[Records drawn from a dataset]
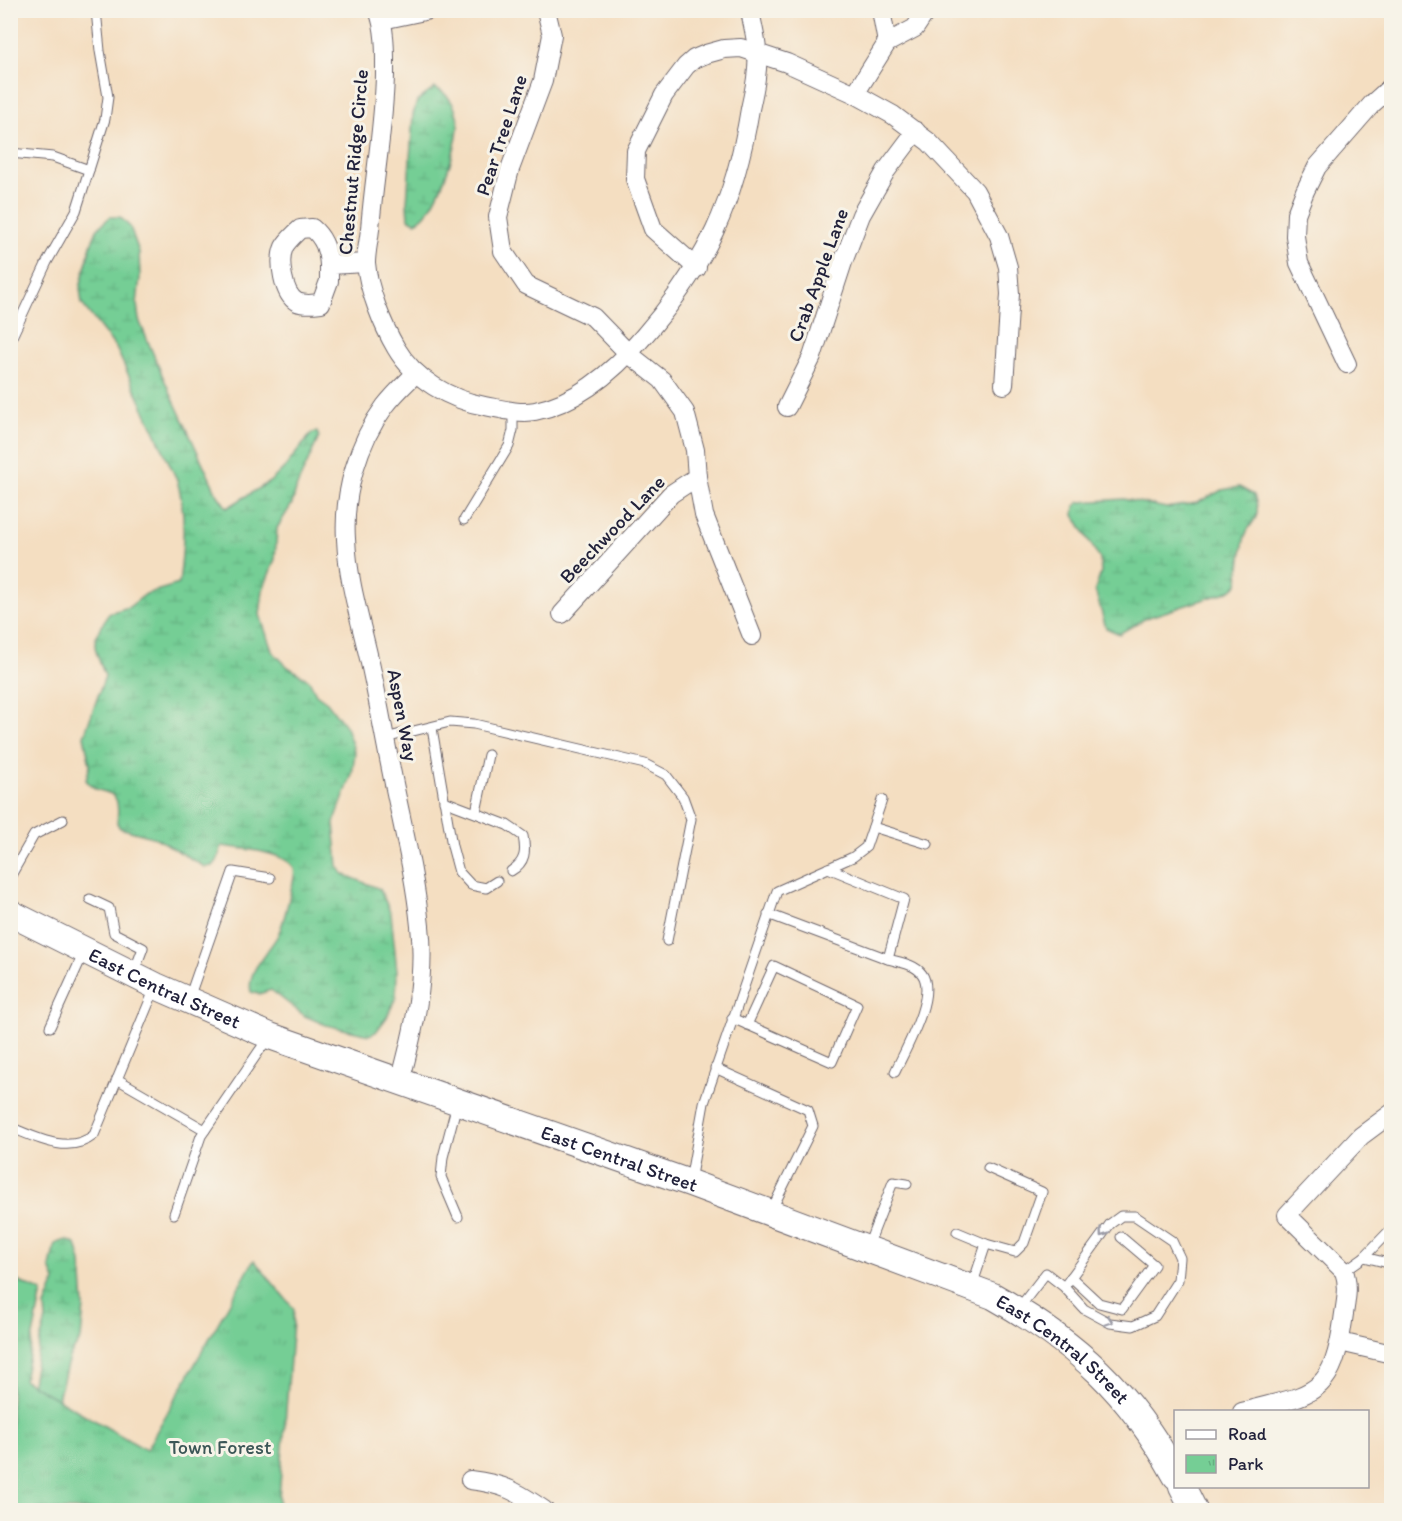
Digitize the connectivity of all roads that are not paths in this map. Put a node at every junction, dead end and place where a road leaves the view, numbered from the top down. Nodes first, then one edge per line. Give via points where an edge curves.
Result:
1 (96, 10) edge
2 (429, 10) edge
3 (546, 10) edge
4 (750, 10) edge
5 (881, 10) edge
6 (927, 10) edge
7 (380, 15) edge
8 (887, 43) junction
9 (757, 52) junction
10 (1392, 86) edge
11 (855, 94) junction
12 (916, 131) junction
13 (10, 153) edge
14 (89, 170) junction
15 (366, 263) junction
16 (329, 265) dead end
17 (697, 268) junction
18 (10, 341) edge
19 (629, 354) junction
20 (1347, 364) dead end
21 (416, 373) junction
22 (1004, 385) dead end
23 (787, 407) dead end
24 (513, 411) junction
25 (697, 477) junction
26 (464, 520) dead end
27 (562, 614) dead end
28 (752, 636) dead end
29 (432, 728) junction
30 (385, 738) junction
31 (488, 755) dead end
32 (882, 800) dead end
33 (444, 801) junction
34 (476, 812) junction
35 (63, 820) dead end
36 (873, 827) junction
37 (928, 844) dead end
38 (828, 868) junction
39 (511, 871) dead end
40 (10, 877) edge
41 (270, 878) dead end
42 (497, 881) dead end
43 (90, 899) dead end
44 (10, 913) edge
45 (768, 914) junction
46 (667, 941) dead end
47 (85, 950) junction
48 (888, 959) junction
49 (133, 974) junction
50 (156, 986) junction
51 (189, 1000) junction
52 (732, 1018) junction
53 (747, 1025) junction
54 (50, 1027) dead end
55 (270, 1036) junction
56 (716, 1068) junction
57 (895, 1072) dead end
58 (117, 1079) junction
59 (400, 1082) junction
60 (457, 1102) junction
61 (1392, 1113) edge
62 (10, 1127) edge
63 (205, 1130) junction
64 (988, 1168) dead end
65 (690, 1183) junction
66 (907, 1184) dead end
67 (770, 1213) junction
68 (174, 1214) dead end
69 (458, 1217) dead end
70 (1392, 1228) edge
71 (957, 1232) dead end
72 (1121, 1237) dead end
73 (986, 1244) junction
74 (867, 1248) junction
75 (1364, 1257) junction
76 (1392, 1264) edge
77 (1344, 1271) junction
78 (1071, 1277) junction
79 (1064, 1287) junction
80 (971, 1288) junction
81 (1018, 1310) junction
82 (1340, 1342) junction
83 (1392, 1354) edge
84 (1249, 1410) edge
85 (1169, 1448) edge
86 (1174, 1468) edge
87 (470, 1480) dead end
88 (1183, 1488) edge
89 (544, 1510) edge
90 (1194, 1510) edge

1 - 14 lane via 108,97
2 - 7 street
3 - 19 street, Pear Tree Lane via 552,35 543,81 510,169 498,217 503,251 526,285 593,317
4 - 9 street, Chestnut Ridge Circle
5 - 8 street
6 - 8 street via 915,28
7 - 15 street, Chestnut Ridge Circle via 384,98
8 - 11 street
9 - 11 street
9 - 17 street, Chestnut Ridge Circle via 739,168 715,234
9 - 17 street via 724,49 694,59 664,95 636,151 635,179 653,229
10 - 20 street via 1317,167 1296,214 1299,263
11 - 12 street
12 - 22 street via 975,191 1005,252 1010,294
12 - 23 street, Crab Apple Lane via 886,171 861,215 812,357
13 - 14 lane via 54,158
14 - 18 lane via 76,211
15 - 16 street
15 - 21 street, Chestnut Ridge Circle via 373,296 396,348
17 - 19 street, Chestnut Ridge Circle via 672,305
19 - 24 street, Chestnut Ridge Circle via 578,394 534,411
19 - 25 street via 662,380 685,412
21 - 24 street, Chestnut Ridge Circle via 438,389 470,403
21 - 30 street, Aspen Way via 385,406 372,427 354,469 346,520 356,603
24 - 26 lane via 509,446
25 - 27 street, Beechwood Lane via 671,495
25 - 28 street via 704,515
29 - 30 lane
29 - 33 lane
29 - 46 lane via 450,722 474,724 645,764 666,775 683,797 691,819
30 - 59 street, Aspen Way via 419,916 423,973 416,1022
31 - 34 lane
32 - 36 lane
33 - 34 lane
33 - 42 lane via 459,872 471,885 486,888
34 - 39 lane via 523,836 526,851
35 - 40 lane via 34,835
36 - 37 lane
36 - 38 lane via 866,847
38 - 45 lane via 777,891
38 - 48 lane via 904,898
41 - 51 lane via 233,872
43 - 49 lane via 109,908 114,933 143,948
44 - 47 main road, East Central Street
45 - 48 lane
45 - 52 lane
47 - 49 main road, East Central Street
47 - 54 lane
48 - 57 lane via 921,972 927,984 920,1014
49 - 50 main road, East Central Street
50 - 51 main road, East Central Street
50 - 58 lane
51 - 55 main road, East Central Street
52 - 53 lane
52 - 56 lane
53 - 53 lane via 832,1062 857,1005 774,966
55 - 59 main road, East Central Street
55 - 63 lane
56 - 65 lane via 704,1103
56 - 67 lane via 808,1110 813,1126
58 - 62 lane via 94,1135 84,1143 52,1144
58 - 63 lane
59 - 60 main road, East Central Street
60 - 65 main road, East Central Street
60 - 69 lane via 441,1177
61 - 77 street via 1361,1137 1287,1215
63 - 68 lane
64 - 73 lane via 1042,1192 1024,1243 1015,1252
65 - 67 main road, East Central Street
66 - 74 lane via 893,1182
67 - 74 main road, East Central Street
70 - 75 lane
71 - 73 lane
72 - 78 lane via 1154,1265 1122,1309 1099,1303
73 - 80 lane
74 - 80 main road, East Central Street
75 - 76 lane
75 - 77 lane
77 - 82 street via 1348,1283
78 - 79 lane
79 -> 78 lane via 1084,1309 1110,1323 1133,1326 1155,1316 1178,1280 1180,1258 1172,1241 1135,1216 1121,1216 1110,1224
79 - 81 lane via 1046,1273
80 - 81 main road, East Central Street
81 - 85 main road, East Central Street via 1065,1341
82 - 83 street
82 - 84 street via 1332,1370 1323,1383 1309,1393
85 - 86 main road, East Central Street
87 - 89 street via 516,1491
88 - 90 main road

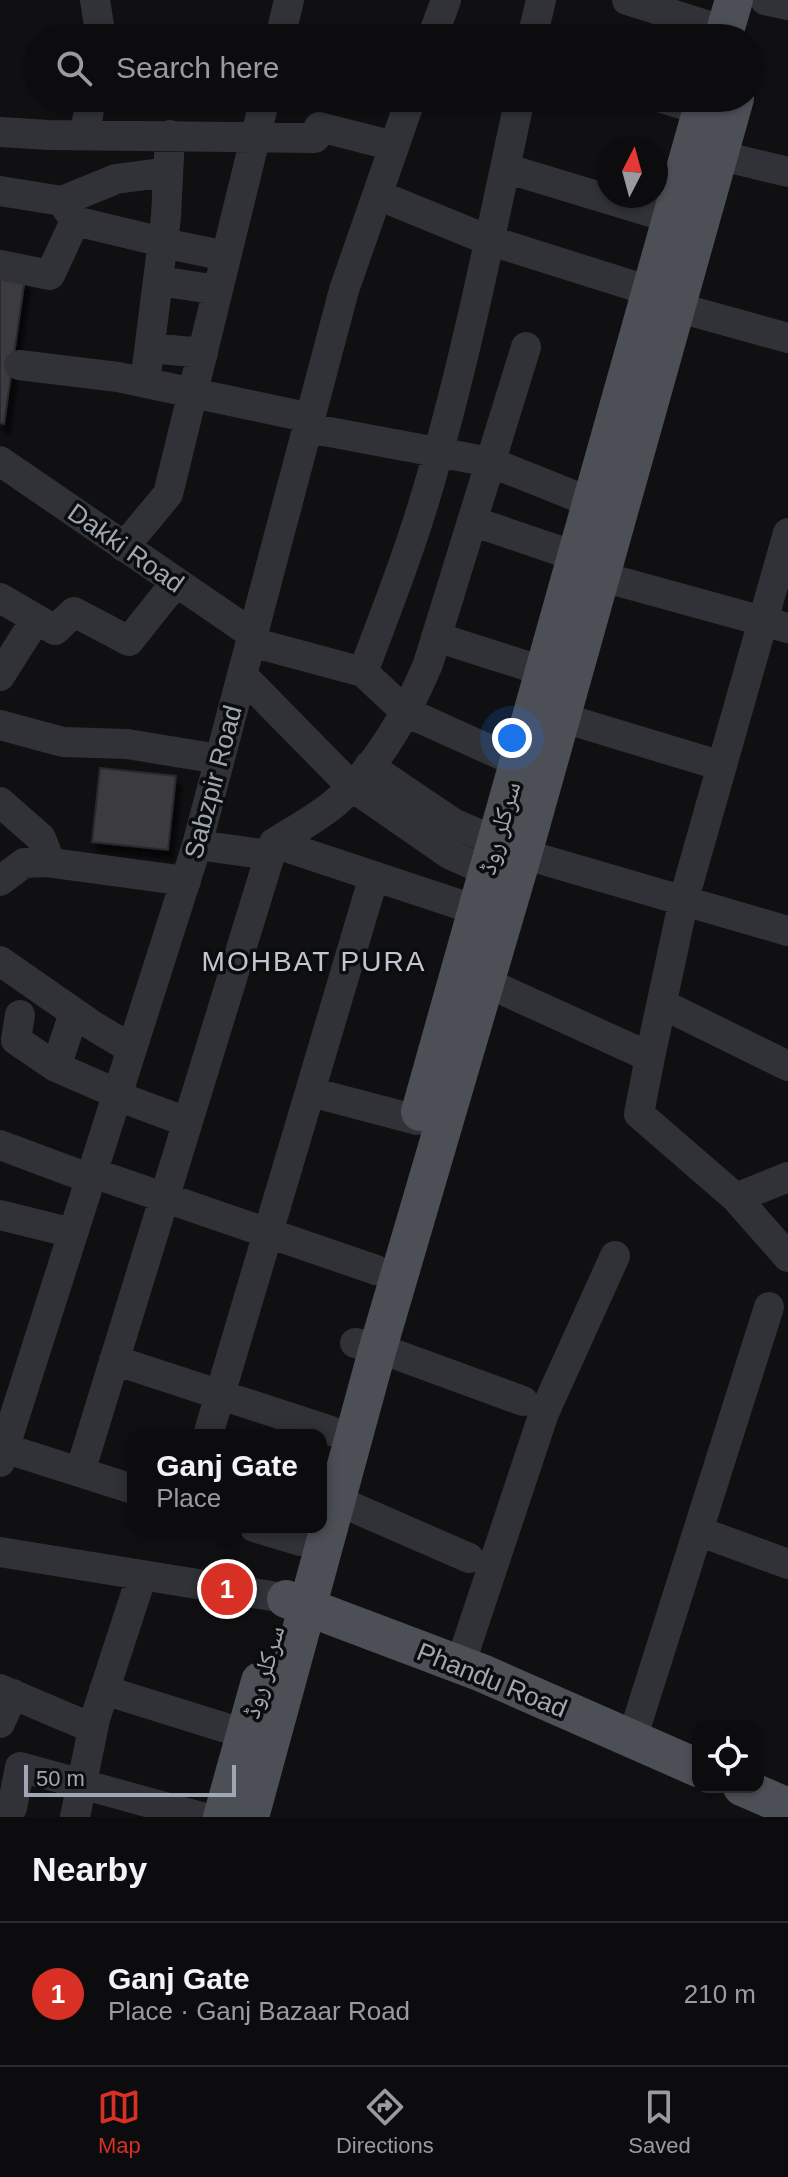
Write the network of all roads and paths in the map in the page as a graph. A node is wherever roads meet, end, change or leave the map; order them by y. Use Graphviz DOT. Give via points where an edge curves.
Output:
graph roads {
  1 [pos="95,0"];
  2 [pos="289,0"];
  3 [pos="446,0"];
  4 [pos="541,0"];
  5 [pos="627,0"];
  6 [pos="762,0"];
  7 [pos="788,5"];
  8 [pos="99,24"];
  9 [pos="283,24"];
  10 [pos="437,24"];
  11 [pos="535,24"];
  12 [pos="721,24"];
  13 [pos="736,24"];
  14 [pos="89,112"];
  15 [pos="261,112"];
  16 [pos="406,112"];
  17 [pos="517,112"];
  18 [pos="712,112"];
  19 [pos="0,132"];
  20 [pos="85,134"];
  21 [pos="170,135"];
  22 [pos="255,137"];
  23 [pos="394,146"];
  24 [pos="706,149"];
  25 [pos="505,168"];
  26 [pos="168,172"];
  27 [pos="788,172"];
  28 [pos="0,191"];
  29 [pos="378,195"];
  30 [pos="69,211"];
  31 [pos="670,218"];
  32 [pos="488,240"];
  33 [pos="163,242"];
  34 [pos="226,256"];
  35 [pos="0,265"];
  36 [pos="159,281"];
  37 [pos="218,290"];
  38 [pos="663,299"];
  39 [pos="788,338"];
  40 [pos="526,347"];
  41 [pos="150,348"];
  42 [pos="203,353"];
  43 [pos="19,365"];
  44 [pos="145,383"];
  45 [pos="193,392"];
  46 [pos="309,423"];
  47 [pos="439,450"];
  48 [pos="0,461"];
  49 [pos="490,462"];
  50 [pos="590,502"];
  51 [pos="416,526"];
  52 [pos="469,531"];
  53 [pos="788,533"];
  54 [pos="124,547"];
  55 [pos="582,567"];
  56 [pos="176,582"];
  57 [pos="0,598"];
  58 [pos="36,619"];
  59 [pos="775,624"];
  60 [pos="436,637"];
  61 [pos="251,638"];
  62 [pos="1,671"];
  63 [pos="543,671"];
  64 [pos="363,672"];
  65 [pos="242,675"];
  66 [pos="406,712"];
  67 [pos="560,717"];
  68 [pos="0,725"];
  69 [pos="219,759"];
  70 [pos="517,762"];
  71 [pos="722,766"];
  72 [pos="360,776"];
  73 [pos="0,802"];
  74 [pos="197,845"];
  75 [pos="272,849"];
  76 [pos="502,855"];
  77 [pos="50,862"];
  78 [pos="374,876"];
  79 [pos="0,881"];
  80 [pos="186,881"];
  81 [pos="684,899"];
  82 [pos="476,910"];
  83 [pos="788,931"];
  84 [pos="0,961"];
  85 [pos="472,976"];
  86 [pos="34,985"];
  87 [pos="662,1004"];
  88 [pos="74,1013"];
  89 [pos="9,1024"];
  90 [pos="132,1049"];
  91 [pos="650,1057"];
  92 [pos="788,1066"];
  93 [pos="56,1067"];
  94 [pos="311,1092"];
  95 [pos="118,1095"];
  96 [pos="417,1120"];
  97 [pos="187,1122"];
  98 [pos="0,1145"];
  99 [pos="92,1176"];
  100 [pos="788,1177"];
  101 [pos="736,1198"];
  102 [pos="164,1199"];
  103 [pos="0,1215"];
  104 [pos="73,1233"];
  105 [pos="269,1233"];
  106 [pos="615,1256"];
  107 [pos="788,1257"];
  108 [pos="376,1270"];
  109 [pos="769,1307"];
  110 [pos="367,1345"];
  111 [pos="114,1360"];
  112 [pos="11,1389"];
  113 [pos="221,1393"];
  114 [pos="523,1401"];
  115 [pos="210,1429"];
  116 [pos="325,1429"];
  117 [pos="327,1430"];
  118 [pos="331,1431"];
  119 [pos="2,1455"];
  120 [pos="80,1472"];
  121 [pos="328,1484"];
  122 [pos="127,1487"];
  123 [pos="698,1531"];
  124 [pos="315,1533"];
  125 [pos="302,1534"];
  126 [pos="0,1552"];
  127 [pos="469,1558"];
  128 [pos="788,1564"];
  129 [pos="142,1575"];
  130 [pos="296,1602"];
  131 [pos="460,1665"];
  132 [pos="104,1690"];
  133 [pos="6,1692"];
  134 [pos="0,1723"];
  135 [pos="92,1728"];
  136 [pos="245,1734"];
  137 [pos="632,1739"];
  138 [pos="10,1762"];
  139 [pos="692,1765"];
  140 [pos="82,1783"];
  141 [pos="756,1793"];
  142 [pos="788,1807"];
  143 [pos="12,1808"];
  144 [pos="75,1817"];
  145 [pos="201,1817"];
  146 [pos="222,1817"];
  147 [pos="250,1817"];
  1 -- 8 [label="street"];
  2 -- 9 [label="street"];
  3 -- 10 [label="street"];
  4 -- 11 [label="street"];
  5 -- 12 [label="street"];
  6 -- 7 [label="street"];
  6 -- 13 [label="main road"];
  14 -- 20 [label="street"];
  15 -- 22 [label="street"];
  16 -- 23 [label="street, Sabzpir Road"];
  17 -- 25 [label="street"];
  18 -- 24 [label="main road, سرکلر روڈ"];
  19 -- 20 [label="street"];
  20 -- 21 [label="street"];
  21 -- 22 [label="street"];
  21 -- 26 [label="street"];
  22 -- 23 [label="street" via="315,138 319,127"];
  22 -- 34 [label="street"];
  23 -- 29 [label="street, Sabzpir Road"];
  24 -- 27 [label="street"];
  24 -- 31 [label="main road, سرکلر روڈ"];
  24 -- 38 [label="main road"];
  25 -- 31 [label="street"];
  25 -- 32 [label="street"];
  26 -- 30 [label="street" via="116,179"];
  26 -- 33 [label="street"];
  28 -- 30 [label="street"];
  29 -- 32 [label="street"];
  29 -- 46 [label="street, Sabzpir Road" via="344,290"];
  30 -- 33 [label="street"];
  30 -- 35 [label="street" via="50,275"];
  31 -- 38 [label="main road, سرکلر روڈ"];
  32 -- 38 [label="street"];
  32 -- 47 [label="street"];
  33 -- 34 [label="street"];
  33 -- 36 [label="street"];
  34 -- 37 [label="street"];
  36 -- 37 [label="street"];
  36 -- 41 [label="street"];
  37 -- 42 [label="street"];
  38 -- 39 [label="street"];
  38 -- 50 [label="main road, سرکلر روڈ"];
  38 -- 55 [label="main road"];
  40 -- 49 [label="street"];
  41 -- 42 [label="street"];
  41 -- 44 [label="street"];
  42 -- 45 [label="street"];
  43 -- 44 [label="street"];
  44 -- 45 [label="street"];
  45 -- 46 [label="street"];
  45 -- 54 [label="street" via="168,494"];
  46 -- 47 [label="street"];
  46 -- 61 [label="street, Sabzpir Road"];
  47 -- 49 [label="street"];
  47 -- 51 [label="street"];
  48 -- 54 [label="street, Dakki Road"];
  49 -- 50 [label="street"];
  49 -- 52 [label="street"];
  50 -- 55 [label="main road, سرکلر روڈ"];
  51 -- 52 [label="street"];
  51 -- 64 [label="street"];
  52 -- 55 [label="street"];
  52 -- 60 [label="street"];
  53 -- 59 [label="street"];
  54 -- 56 [label="street, Dakki Road"];
  55 -- 59 [label="street"];
  55 -- 63 [label="main road, سرکلر روڈ"];
  55 -- 67 [label="main road"];
  56 -- 58 [label="street" via="129,641 74,612 55,630"];
  56 -- 61 [label="street, Dakki Road"];
  57 -- 58 [label="street"];
  58 -- 62 [label="street"];
  59 -- 71 [label="street"];
  60 -- 63 [label="street"];
  60 -- 66 [label="street"];
  61 -- 64 [label="street, Dakki Road"];
  61 -- 65 [label="street, Sabzpir Road"];
  63 -- 70 [label="main road, سرکلر روڈ"];
  64 -- 66 [label="street"];
  65 -- 69 [label="street, Sabzpir Road"];
  65 -- 72 [label="street"];
  66 -- 70 [label="street"];
  66 -- 72 [label="street"];
  67 -- 71 [label="street"];
  67 -- 76 [label="main road"];
  68 -- 69 [label="street" via="63,742 127,744"];
  69 -- 74 [label="street, Sabzpir Road"];
  70 -- 76 [label="main road, سرکلر روڈ"];
  71 -- 81 [label="street"];
  72 -- 75 [label="street" via="336,803"];
  72 -- 76 [label="street" via="449,854"];
  73 -- 77 [label="street" via="41,838"];
  74 -- 75 [label="street"];
  74 -- 80 [label="street, Sabzpir Road"];
  75 -- 78 [label="street"];
  75 -- 97 [label="street"];
  76 -- 81 [label="street"];
  76 -- 82 [label="main road, سرکلر روڈ"];
  76 -- 85 [label="main road"];
  77 -- 79 [label="street" via="24,863"];
  77 -- 80 [label="street"];
  78 -- 82 [label="street"];
  78 -- 94 [label="street"];
  80 -- 90 [label="street, Sabzpir Road"];
  81 -- 83 [label="street"];
  81 -- 87 [label="street"];
  82 -- 85 [label="main road, سرکلر روڈ"];
  84 -- 86 [label="street"];
  85 -- 91 [label="street"];
  85 -- 96 [label="main road, سرکلر روڈ"];
  85 -- 110 [label="main road"];
  86 -- 88 [label="street"];
  86 -- 89 [label="street"];
  87 -- 91 [label="street"];
  87 -- 92 [label="street"];
  88 -- 90 [label="street"];
  88 -- 93 [label="street"];
  89 -- 93 [label="street"];
  90 -- 95 [label="street, Sabzpir Road"];
  91 -- 101 [label="street" via="639,1114"];
  93 -- 95 [label="street"];
  94 -- 96 [label="street"];
  94 -- 105 [label="street"];
  95 -- 97 [label="street"];
  95 -- 99 [label="street, Sabzpir Road"];
  96 -- 108 [label="main road, سرکلر روڈ"];
  97 -- 102 [label="street"];
  98 -- 99 [label="street"];
  99 -- 102 [label="street"];
  99 -- 104 [label="street, Sabzpir Road"];
  100 -- 101 [label="street"];
  101 -- 107 [label="street"];
  102 -- 105 [label="street"];
  102 -- 111 [label="street"];
  103 -- 104 [label="street"];
  104 -- 112 [label="street, Sabzpir Road"];
  105 -- 108 [label="street"];
  105 -- 113 [label="street"];
  106 -- 131 [label="street" via="544,1413"];
  108 -- 110 [label="main road, سرکلر روڈ"];
  109 -- 123 [label="street"];
  110 -- 114 [label="street"];
  110 -- 118 [label="main road, سرکلر روڈ"];
  110 -- 121 [label="main road"];
  111 -- 113 [label="street"];
  111 -- 120 [label="street"];
  112 -- 119 [label="street, Sabzpir Road"];
  113 -- 115 [label="street"];
  113 -- 116 [label="street"];
  117 -- 118 [label="street"];
  118 -- 121 [label="main road, سرکلر روڈ"];
  119 -- 120 [label="street"];
  120 -- 122 [label="street"];
  121 -- 127 [label="street"];
  123 -- 128 [label="street"];
  123 -- 137 [label="street"];
  124 -- 130 [label="main road"];
  125 -- 130 [label="main road, سرکلر روڈ"];
  126 -- 129 [label="street"];
  129 -- 130 [label="street"];
  129 -- 132 [label="street"];
  130 -- 131 [label="main road, Phandu Road"];
  130 -- 136 [label="main road, سرکلر روڈ"];
  130 -- 147 [label="main road"];
  131 -- 137 [label="main road, Phandu Road"];
  132 -- 135 [label="street"];
  132 -- 136 [label="street"];
  133 -- 134 [label="street"];
  133 -- 135 [label="street"];
  135 -- 140 [label="street"];
  136 -- 146 [label="main road, سرکلر روڈ"];
  137 -- 139 [label="main road, Phandu Road"];
  138 -- 140 [label="street"];
  138 -- 143 [label="street"];
  140 -- 144 [label="street"];
  140 -- 145 [label="street"];
  141 -- 142 [label="main road"];
}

§ **EXERCISE DIRECTIONS**
Using the records above, pull out each line where the word "Aspen" occurs.

§ **WRITTEN RESPONSE**
21 - 30 street, Aspen Way via 385,406 372,427 354,469 346,520 356,603
30 - 59 street, Aspen Way via 419,916 423,973 416,1022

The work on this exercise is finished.